Example: average() - overloaded function:
#include <iostream>
using namespace std;
double average(double x, double y) {
return 0.5*(x+y);
}
double average(double wt, double a, double b) {
return wt*a + (1-wt)*b;
}
int main() {
double a = average(4,5);
cout << a << endl;
a = average(0.5,4,5);
cout << a << endl;
a = average(0.2,4,5);
cout << a << endl;
return 0;
}
Exercise: simplify the second definition (3 input version) of average() [also, why bother?].
Note that overloading CANNOT be used with differing return types, eg. a function x() that returns an int, and another function, also named x(), that returns a double; overloading can only be used to define identically-named functions that have differing input signatures.
inline functions
Sometimes, for a small function that you're going to use just a few times, it would help 'inline' the function definition - when the compiler sees such an inline definition, it will REPLACE the function call with the inlined code, thereby saving a function call (which will speed up processing).

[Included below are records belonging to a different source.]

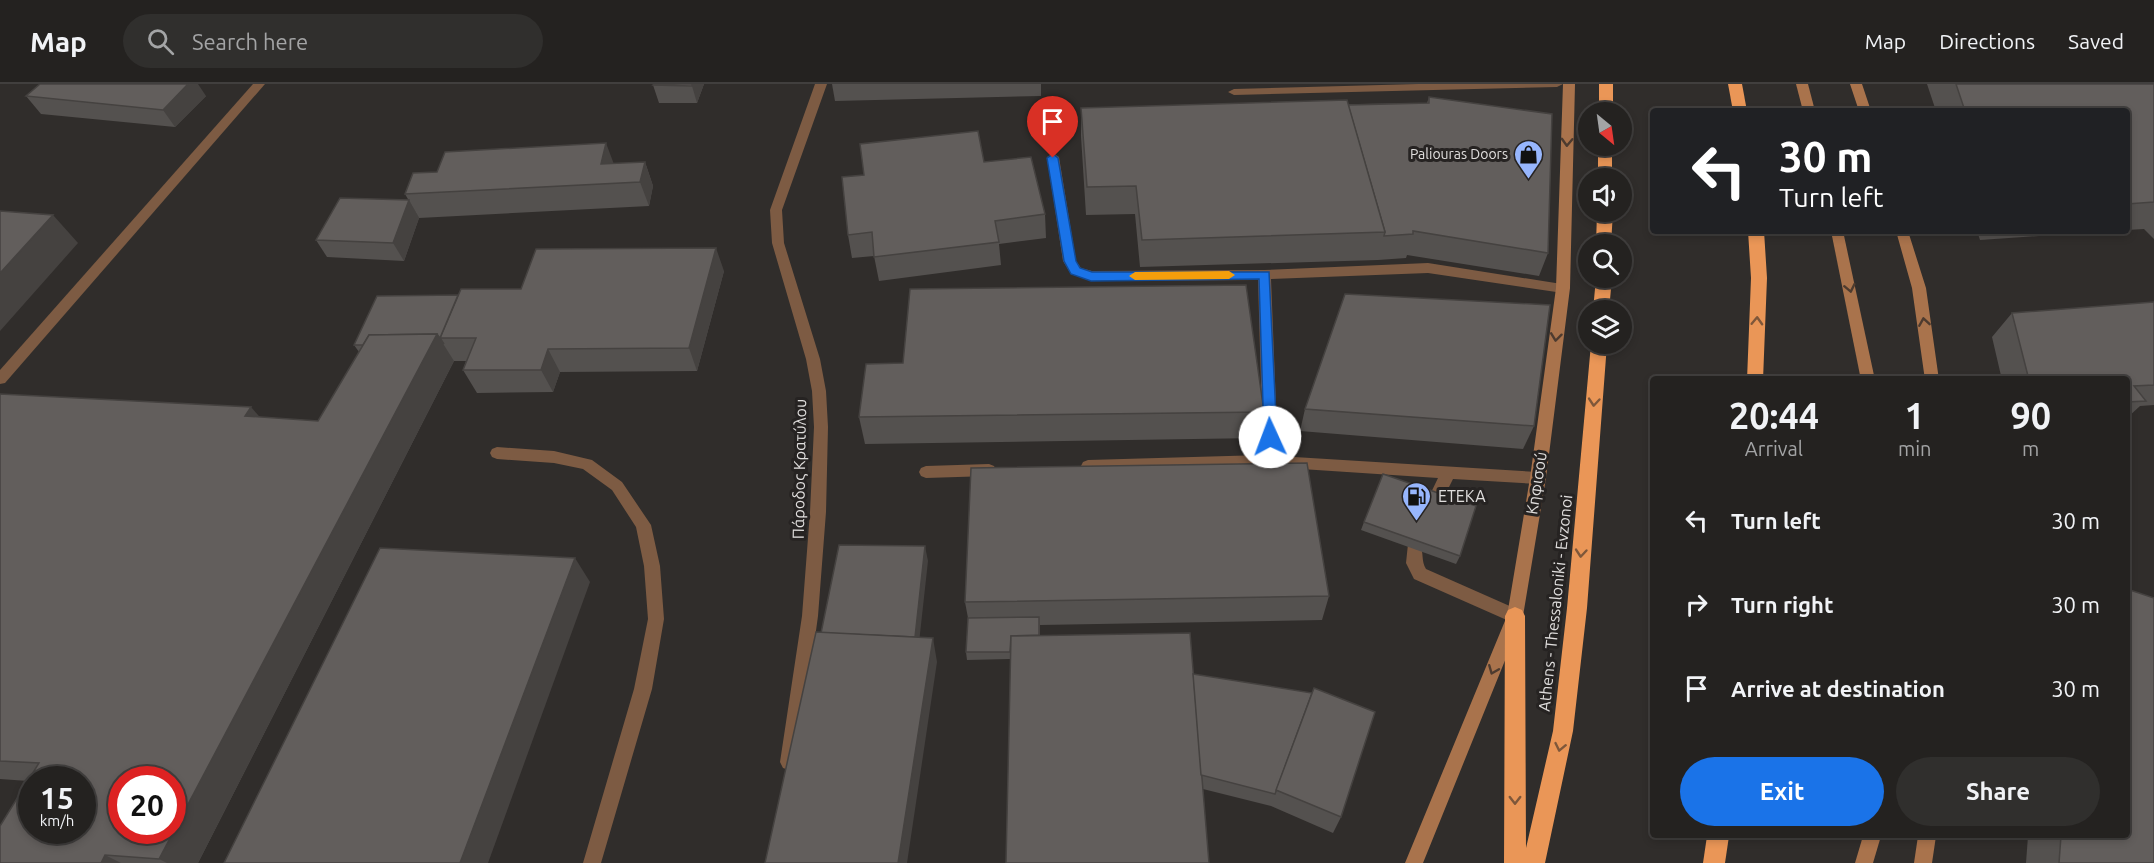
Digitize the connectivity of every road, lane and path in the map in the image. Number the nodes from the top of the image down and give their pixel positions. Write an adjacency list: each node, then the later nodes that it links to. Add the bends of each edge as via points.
1 (259, 84): 24 (street)
2 (820, 84): 35 (street, Πάροδος Κρατύλου, via 776,210 778,243 813,359 821,427 810,616)
3 (1557, 84): 9 (street)
4 (1569, 84): 19 (main road, Κηφισού, one-way to 19)
5 (1606, 84): 10 (highway)
6 (1735, 84): 11 (highway)
7 (1802, 84): 12 (main road)
8 (1857, 84): 13 (main road)
9 (1233, 92)
10 (1606, 102)
11 (1739, 108)
12 (1808, 108)
13 (1864, 108)
14 (1053, 158): 18 (street, via 1070,261 1076,271 1091,276)
15 (1756, 234): 21 (highway, one-way to 15, via 1759,278)
16 (1838, 234): 22 (main road, one-way to 22)
17 (1903, 234): 23 (main road, one-way to 17, via 1919,288)
18 (1264, 275): 19 (street, via 1428,268); 26 (street)
19 (1563, 288): 31 (main road, Κηφισού, one-way to 31)
20 (1598, 354): 42 (highway, Athens - Thessaloniki - Evzonoi, one-way to 42, via 1563,731)
21 (1755, 376)
22 (1867, 376)
23 (1931, 376)
24 (0, 380)
25 (497, 453): 39 (street, via 587,464 617,486 643,525 652,566 656,619 643,689)
26 (1271, 460): 27 (street); 30 (street)
27 (1069, 467)
28 (1010, 469): 29 (street)
29 (926, 472)
30 (1448, 472): 31 (street); 32 (street)
31 (1538, 478): 34 (main road, Κηφισού)
32 (1435, 501)
33 (1414, 549): 34 (street, via 1414,563 1420,574)
34 (1515, 616): 40 (main road, Κηφισού, one-way to 40); 41 (highway, one-way to 41)
35 (786, 779)
36 (1718, 838): 43 (highway)
37 (1871, 838): 44 (main road)
38 (1927, 838): 45 (main road)
39 (592, 863)
40 (1414, 863)
41 (1515, 863)
42 (1534, 863)
43 (1714, 863)
44 (1864, 863)
45 (1923, 863)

inline int squared(int a) {
return a*a;
}
int x=4;
int y = squared(x);
Default function arguments
You can provide default values, ie. "factory settings", for a function's inputs so that the callers of the function can omit providing those inputs. Here is an example:
#include <iostream>
#include <cmath>
using namespace std;
double mySqrt(double x=4.0);
int main()
{
cout << mySqrt(5) << " " << mySqrt() << endl;
return 0;
}
double mySqrt(double x) {
return sqrt(x);
}
Here is another example, where we don't declare prototypes but do provide defaults for args. The logX() function is useful in practice, where you can omit the logarithm base, to have the default of 10 be used:
#include <iostream>
#include <cmath>
using namespace std;
double logX (double y=10, double base=10) {
return (log(y) / log(base));
}
double hy(double a=3, double b=4){
return sqrt(a*a+b*b);
}
int main()
{
cout << logX() << " " << logX(1000) << " " << logX(1000,2.7) << endl;
cout << hy() << endl;
return 0;
}
Why use function prototypes?
In an earlier example, we declared a prototype for mySqrt (as shown below) and provided its implementation later [underneath main()].

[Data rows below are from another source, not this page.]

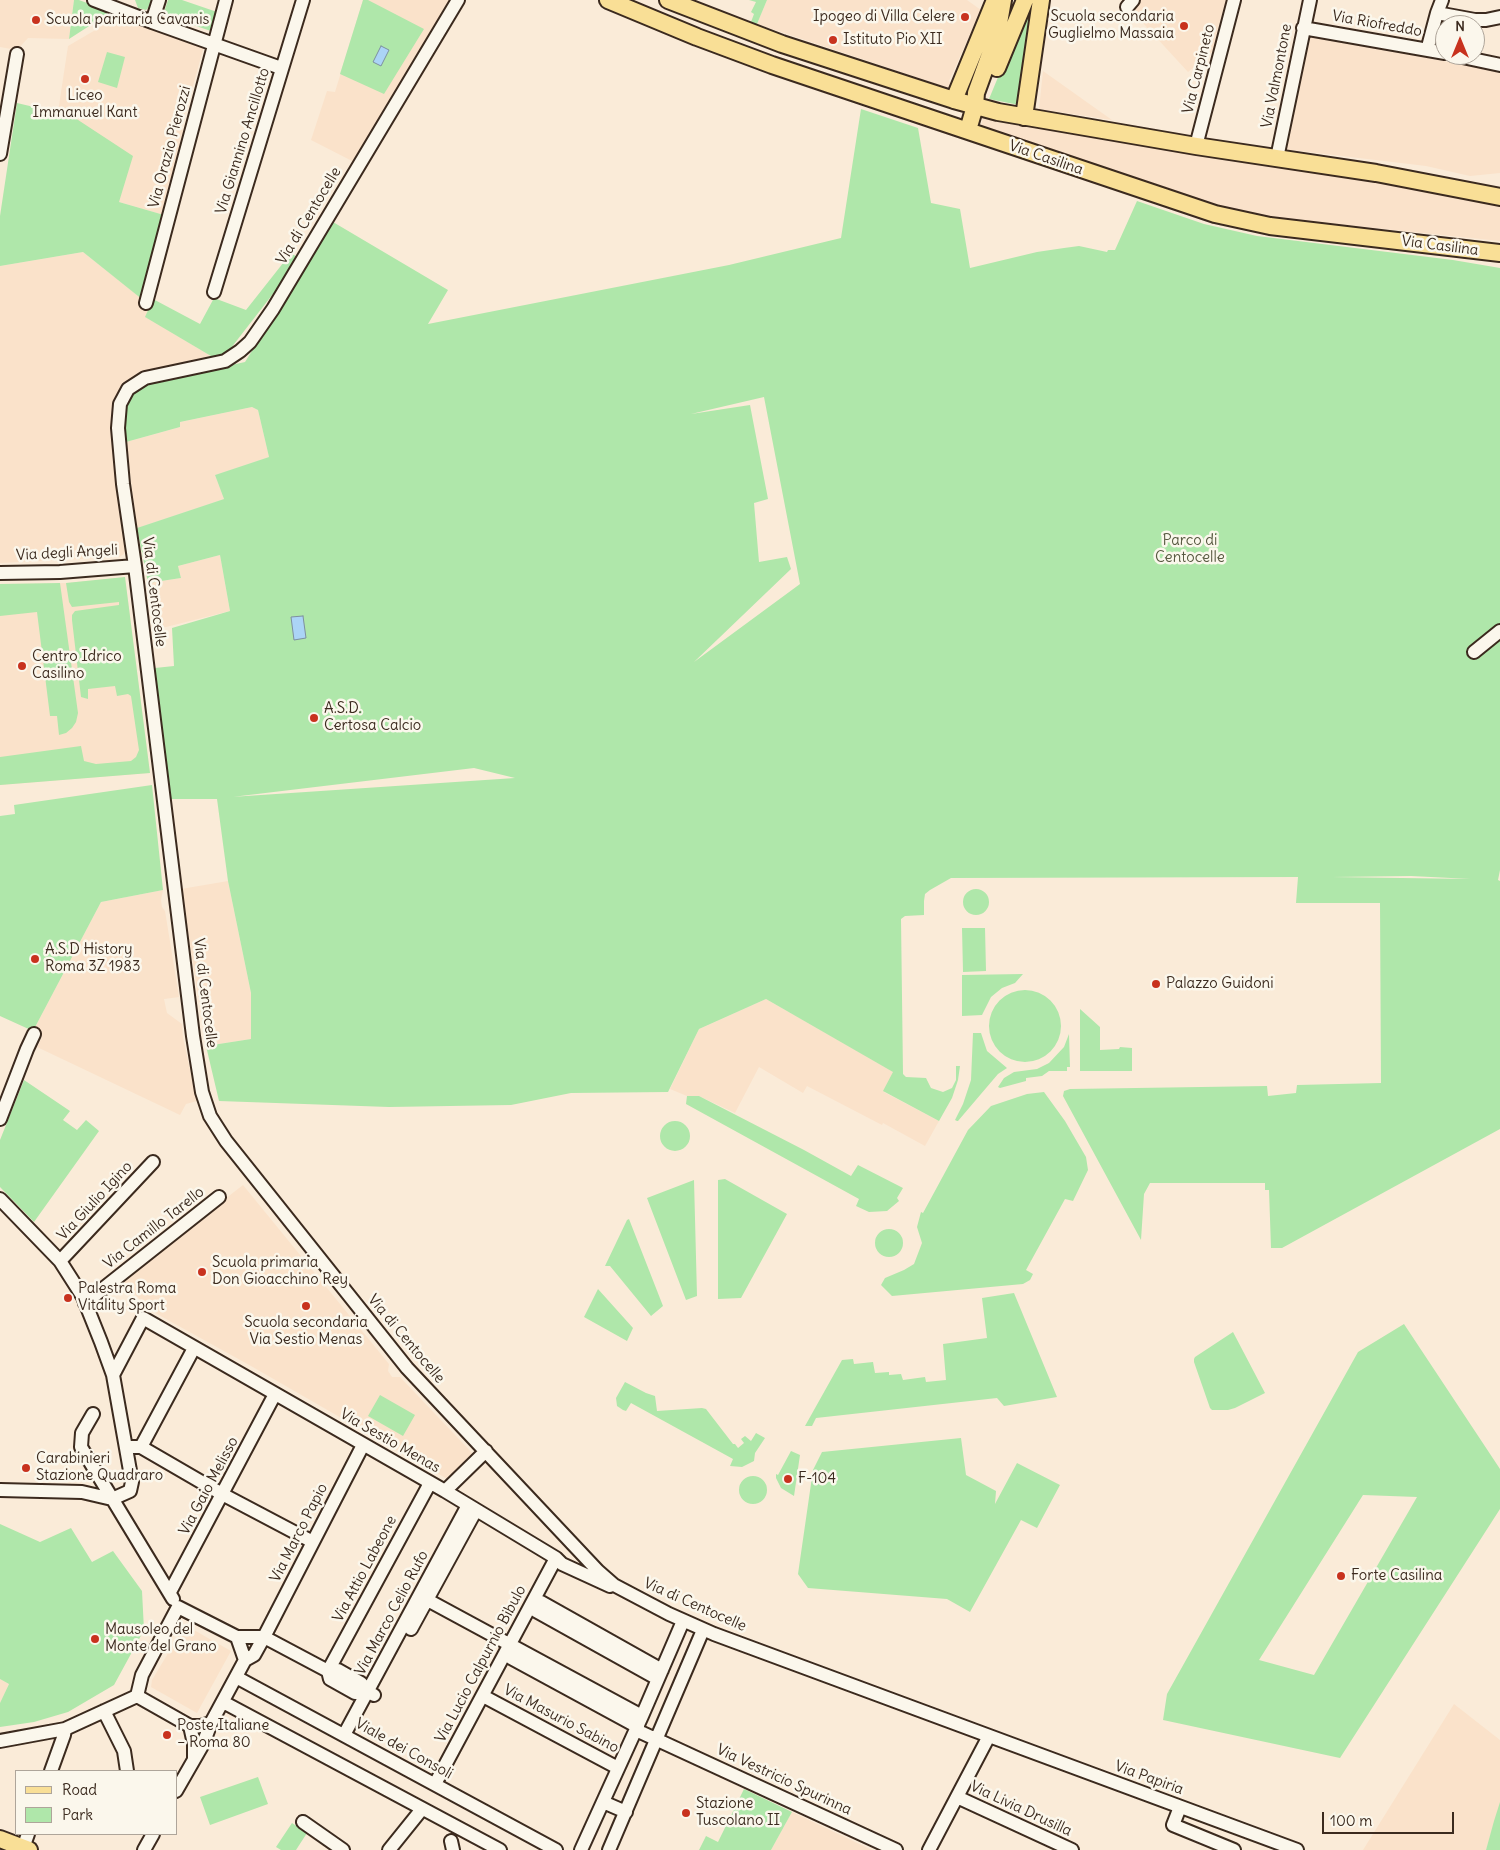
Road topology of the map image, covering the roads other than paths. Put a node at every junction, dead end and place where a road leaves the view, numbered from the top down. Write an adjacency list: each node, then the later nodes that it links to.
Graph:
1 (94, 0): 17 (street)
2 (159, 0): 17 (street)
3 (226, 0): 20 (street, Via Orazio Pierozzi)
4 (302, 0): 25 (street, Via Giannino Ancillotto)
5 (458, 0): 37 (street, Via di Centocelle)
6 (608, 0): 29 (main road, Via Casilina)
7 (668, 0): 26 (main road, Via Casilina)
8 (995, 0): 26 (main road)
9 (1003, 0): 27 (main road)
10 (1026, 0): 27 (main road)
11 (1041, 0): 28 (main road)
12 (1234, 0): 30 (street, Via Carpineto)
13 (1310, 0): 18 (street, Via Valmontone)
14 (1442, 0): 15 (street)
15 (1437, 13): 16 (street); 19 (street)
16 (1500, 17)
17 (152, 22): 20 (street)
18 (1302, 28): 21 (street, Via Riofreddo); 32 (street, Via Valmontone)
19 (1429, 43)
20 (214, 44): 25 (street); 36 (street, Via Orazio Pierozzi)
21 (1435, 51)
22 (17, 54): 31 (street)
23 (1485, 62): 24 (street)
24 (1500, 65)
25 (282, 68): 35 (street, Via Giannino Ancillotto)
26 (954, 100): 27 (main road, Via Casilina)
27 (975, 106): 28 (main road, Via Casilina); 29 (main road)
28 (1024, 118): 30 (main road, Via Casilina)
29 (968, 130): 34 (main road, Via Casilina)
30 (1196, 146): 32 (main road, Via Casilina)
31 (0, 154)
32 (1277, 158): 33 (main road, Via Casilina)
33 (1500, 197)
34 (1500, 253)
35 (214, 292)
36 (146, 303)
37 (135, 566): 38 (street, Via degli Angeli); 55 (street, Via di Centocelle)
38 (0, 573)
39 (1500, 631): 40 (street)
40 (1474, 652)
41 (34, 1034): 42 (street)
42 (0, 1119)
43 (153, 1162): 46 (street, Via Giulio Igino)
44 (219, 1198): 47 (street, Via Camillo Tarello)
45 (0, 1199): 46 (street)
46 (60, 1261): 47 (street)
47 (85, 1303): 49 (street)
48 (194, 1348): 49 (street, Via Sestio Menas); 50 (street, Via Sestio Menas); 53 (street)
49 (113, 1375): 54 (street)
50 (275, 1394): 52 (street, Via Sestio Menas); 59 (street, Via Gaio Melisso)
51 (94, 1414): 60 (street)
52 (363, 1445): 56 (street, Via Sestio Menas); 62 (street, Via Marco Papio)
53 (141, 1446): 54 (street); 59 (street)
54 (127, 1447): 60 (street)
55 (486, 1451): 58 (street); 64 (street, Via di Centocelle)
56 (430, 1483): 58 (street, Via Sestio Menas); 75 (street, Via Attio Labeone)
57 (0, 1490): 60 (street)
58 (445, 1491): 61 (street, Via Sestio Menas)
59 (222, 1494): 62 (street); 65 (street, Via Gaio Melisso)
60 (112, 1499): 65 (street)
61 (472, 1508): 63 (street, Via Sestio Menas); 66 (street, Via Marco Celio Rufo)
62 (313, 1542): 72 (street, Via Marco Papio)
63 (559, 1561): 64 (street, Via Sestio Menas); 68 (street, Via Lucio Calpurnio Bibulo); 73 (street, Via Lucio Calpurnio Bibulo)
64 (622, 1590): 69 (street, Via di Centocelle)
65 (170, 1592): 67 (street)
66 (424, 1597): 73 (street); 78 (street, Via Marco Celio Rufo)
67 (178, 1607): 71 (street); 79 (street)
68 (539, 1607): 73 (street, Via Lucio Calpurnio Bibulo); 76 (street)
69 (683, 1621): 70 (street, Via di Centocelle); 76 (street)
70 (703, 1630): 87 (street, Via di Centocelle); 89 (street)
71 (237, 1637): 72 (street); 74 (street)
72 (264, 1637): 74 (street, Via Marco Papio); 75 (street)
73 (513, 1650): 80 (street, Via Lucio Calpurnio Bibulo); 84 (street)
74 (245, 1660): 77 (street, Via Marco Papio)
75 (328, 1671): 78 (street)
76 (660, 1675): 84 (street)
77 (236, 1677): 81 (street, Via Marco Papio); 88 (street, Viale dei Consoli)
78 (371, 1693): 88 (street, Via Marco Celio Rufo)
79 (137, 1696): 82 (street); 85 (street)
80 (486, 1698): 92 (street, Via Masurio Sabino); 95 (street, Via Lucio Calpurnio Bibulo)
81 (223, 1702): 83 (street, Via Marco Papio); 100 (street)
82 (104, 1711): 86 (street); 94 (street)
83 (211, 1723): 85 (street); 91 (street, Via Marco Papio)
84 (639, 1724): 89 (street, Via Vestricio Spurinna); 92 (street)
85 (190, 1726): 91 (street)
86 (65, 1729): 90 (street); 93 (street)
87 (988, 1736): 97 (street); 99 (street, Via Papiria)
88 (348, 1737): 95 (street, Viale dei Consoli)
89 (658, 1740): 101 (street); 114 (street, Via Vestricio Spurinna)
90 (0, 1741)
91 (194, 1758): 96 (street, Via Marco Papio)
92 (618, 1768): 98 (street)
93 (51, 1770)
94 (127, 1770)
95 (438, 1786): 111 (street, Viale dei Consoli)
96 (178, 1787)
97 (957, 1796): 115 (street); 116 (street, Via Livia Drusilla)
98 (604, 1802): 101 (street); 112 (street)
99 (1180, 1807): 103 (street, Via Papiria); 117 (street)
100 (422, 1809): 109 (street); 110 (street)
101 (626, 1812): 113 (street)
102 (303, 1822): 108 (street)
103 (1246, 1832): 118 (street); 119 (street, Via Papiria)
104 (152, 1835): 107 (street)
105 (0, 1840): 106 (main road)
106 (27, 1844)
107 (144, 1850)
108 (343, 1850)
109 (389, 1850)
110 (500, 1850)
111 (556, 1850)
112 (581, 1850)
113 (609, 1850)
114 (896, 1850)
115 (929, 1850)
116 (1072, 1850)
117 (1234, 1850)
118 (1238, 1850)
119 (1297, 1850)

double mySqrt(double x=4.0);
But what is the purpose of this, ie. why bother declaring prototypes?
One answer is that it is a "good habit", where we first create a set of function prototypes (and declare them at the top of our file), and start USING THE FUNCTIONS (calling them) **even before** we write the implementation! A prototype serves as an 'interface' that both callers AND the implementer must 'honor' (it is a "contract" between those two entities).
Another answer: prototypes are what make it possible for us to use every 'library' function in our code, including math fns, eg. sqrt()), OpenGL functions (for graphics), etc. The header files we #include (eg. #include < cmath>) contain prototype declarations, and the actual definitions are in separate library files (eg. opengl.dll, libm.a) THAT GET LINKED AFTER our own sources are compiled - without those #includes, we would get a 'function not declared' error if we try to use sqrt() etc. [try it!].